If you've read my SurrealDB deep-dive, you already know that SurrealDB natively models data as a labeled property graph. But let's make it concrete for this series.

A labeled property graph has two building blocks:

  • Vertices β€” entities with a type and properties. Think person:clint_eastwood with a name field, or movie:unforgiven with a title and year.

  • Edges β€” directed, typed relationships between vertices. Think person:clint_eastwood -> acted_in -> movie:unforgiven.

Edges are first-class citizens: they have their own type (e.g., acted_in, directed) and can carry their own properties (e.g., the role a person played).

This model is perfect for representing the kind of messy, interconnected real-world data that relational tables struggle with β€” social networks, supply chains, knowledge graphs, movie databases.

If you want to get a feel for how expressive SurrealDB's query language gets when working with this kind of data, take a look at the idioms page in the docs. It's a compact showcase of what SurrealQL can do β€” and honestly, reading through it is a big part of what got me thinking about building this in the first place.


⚑ What Is Streaming Graph Pattern Matching?

A graph pattern is a template describing a subgraph you care about. For example:

"Find any person who both acted in and directed the same movie."

In a static graph, you'd run a query once and get your results. But what if the graph is continuously growing? Edges arrive one by one as events stream in.
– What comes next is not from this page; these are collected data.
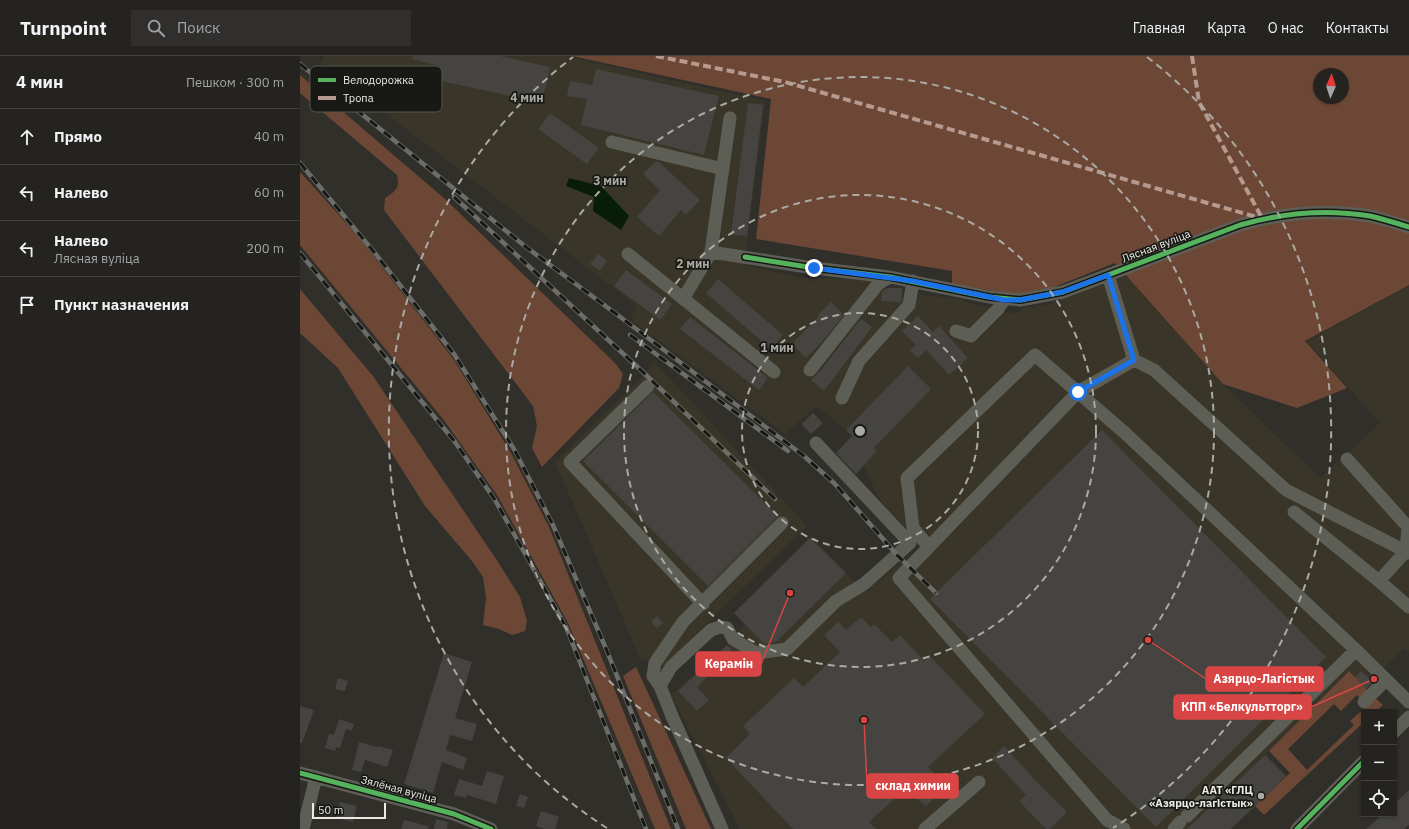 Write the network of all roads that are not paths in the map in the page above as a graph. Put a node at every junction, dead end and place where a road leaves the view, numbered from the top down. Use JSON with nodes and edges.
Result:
{"nodes":[{"id":1,"x":730,"y":118,"type":"dead end"},
{"id":2,"x":612,"y":142,"type":"dead end"},
{"id":3,"x":723,"y":169,"type":"junction"},
{"id":4,"x":1409,"y":227,"type":"edge"},
{"id":5,"x":711,"y":252,"type":"junction"},
{"id":6,"x":628,"y":254,"type":"dead end"},
{"id":7,"x":1108,"y":275,"type":"junction"},
{"id":8,"x":890,"y":277,"type":"junction"},
{"id":9,"x":913,"y":281,"type":"junction"},
{"id":10,"x":683,"y":299,"type":"junction"},
{"id":11,"x":1004,"y":300,"type":"junction"},
{"id":12,"x":956,"y":331,"type":"dead end"},
{"id":13,"x":1134,"y":360,"type":"junction"},
{"id":14,"x":810,"y":370,"type":"dead end"},
{"id":15,"x":774,"y":372,"type":"dead end"},
{"id":16,"x":648,"y":386,"type":"dead end"},
{"id":17,"x":1078,"y":392,"type":"junction"},
{"id":18,"x":842,"y":398,"type":"dead end"},
{"id":19,"x":816,"y":443,"type":"dead end"},
{"id":20,"x":1346,"y":459,"type":"dead end"},
{"id":21,"x":1294,"y":512,"type":"dead end"},
{"id":22,"x":1329,"y":512,"type":"junction"},
{"id":23,"x":782,"y":523,"type":"dead end"},
{"id":24,"x":1318,"y":532,"type":"junction"},
{"id":25,"x":929,"y":547,"type":"junction"},
{"id":26,"x":1408,"y":552,"type":"edge"},
{"id":27,"x":1380,"y":581,"type":"junction"},
{"id":28,"x":702,"y":604,"type":"junction"},
{"id":29,"x":1409,"y":607,"type":"edge"},
{"id":30,"x":1356,"y":650,"type":"junction"},
{"id":31,"x":1386,"y":680,"type":"junction"},
{"id":32,"x":660,"y":686,"type":"junction"},
{"id":33,"x":1364,"y":702,"type":"dead end"},
{"id":34,"x":1409,"y":702,"type":"edge"},
{"id":35,"x":1409,"y":717,"type":"edge"},
{"id":36,"x":1397,"y":729,"type":"edge"},
{"id":37,"x":1361,"y":764,"type":"edge"},
{"id":38,"x":300,"y":772,"type":"edge"},
{"id":39,"x":316,"y":777,"type":"junction"},
{"id":40,"x":979,"y":782,"type":"dead end"},
{"id":41,"x":1180,"y":822,"type":"edge"},
{"id":42,"x":303,"y":829,"type":"edge"},
{"id":43,"x":491,"y":829,"type":"edge"},
{"id":44,"x":722,"y":829,"type":"edge"},
{"id":45,"x":925,"y":829,"type":"edge"},
{"id":46,"x":1124,"y":829,"type":"edge"},
{"id":47,"x":1297,"y":829,"type":"edge"}],
"edges":[{"from":1,"to":3,"type":"street"},
{"from":2,"to":3,"type":"street"},
{"from":3,"to":5,"type":"street"},
{"from":4,"to":7,"type":"street","name":"Лясная вуліца"},
{"from":5,"to":8,"type":"street","name":"Лясная вуліца"},
{"from":5,"to":10,"type":"street"},
{"from":6,"to":10,"type":"street"},
{"from":7,"to":11,"type":"street","name":"Лясная вуліца"},
{"from":7,"to":13,"type":"street"},
{"from":8,"to":9,"type":"street","name":"Лясная вуліца"},
{"from":8,"to":14,"type":"street"},
{"from":9,"to":11,"type":"street","name":"Лясная вуліца"},
{"from":9,"to":18,"type":"street"},
{"from":10,"to":15,"type":"street"},
{"from":11,"to":12,"type":"street"},
{"from":13,"to":17,"type":"street"},
{"from":13,"to":22,"type":"street"},
{"from":16,"to":28,"type":"street"},
{"from":17,"to":25,"type":"street"},
{"from":17,"to":25,"type":"street"},
{"from":17,"to":30,"type":"street"},
{"from":19,"to":32,"type":"street"},
{"from":20,"to":26,"type":"street"},
{"from":21,"to":24,"type":"street"},
{"from":22,"to":24,"type":"street"},
{"from":22,"to":26,"type":"street"},
{"from":23,"to":28,"type":"street"},
{"from":24,"to":27,"type":"street"},
{"from":25,"to":46,"type":"street"},
{"from":26,"to":27,"type":"street"},
{"from":27,"to":29,"type":"street"},
{"from":28,"to":32,"type":"street"},
{"from":30,"to":31,"type":"street"},
{"from":30,"to":41,"type":"street"},
{"from":31,"to":33,"type":"street"},
{"from":31,"to":34,"type":"street"},
{"from":32,"to":44,"type":"street"},
{"from":35,"to":36,"type":"street"},
{"from":37,"to":47,"type":"street"},
{"from":38,"to":39,"type":"street","name":"Зялёная вуліца"},
{"from":39,"to":42,"type":"street"},
{"from":39,"to":43,"type":"street","name":"Зялёная вуліца"},
{"from":40,"to":45,"type":"street"}]}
You want to know the moment that pattern becomes complete β€” not minutes later, not after a full scan.

That's streaming graph pattern matching: detecting when a pattern is satisfied in real time, incrementally, as new edges are added.

The classic use cases are things like:

  • Fraud detection β€” flag the moment a money flow completes a suspicious cycle

  • Recommendation engines β€” create a "you might also like" edge the second two users share enough common favorites

  • Knowledge graph enrichment β€” derive new facts automatically as raw data arrives

  • Event correlation β€” detect that a sequence of system events matches a known failure signature

The challenge is doing this without re-scanning the entire graph every time a single edge lands.
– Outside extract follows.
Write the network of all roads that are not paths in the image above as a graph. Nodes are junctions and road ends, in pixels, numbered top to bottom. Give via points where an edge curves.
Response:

🎬 A Running Example: The Movie Database

Throughout this series I'll use a movie dataset. It's a flat CSV file where each row is tagged with an Entity type:

Entity,tmdbId,movieId,name,Work,role
Person,190,,Clint Eastwood,,
Person,192,,Morgan Freeman,,
Movie,,33,Unforgiven,,
Join,190,33,,Acting,William Munny
Join,192,33,,Acting,Ned Logan
Join,190,33,,Directing,

A few things to note:

  • Person rows describe people.

  • Movie rows describe films.

  • Join rows describe relationships β€” acting roles, directing credits β€” linking people to movies.

This flat structure is typical of real-world export formats. The goal is to lift it into a proper graph and then continuously match patterns against it.

The pattern I want to detect: a person who both acted in and directed the same movie. Clint Eastwood fits. Morgan Freeman does not.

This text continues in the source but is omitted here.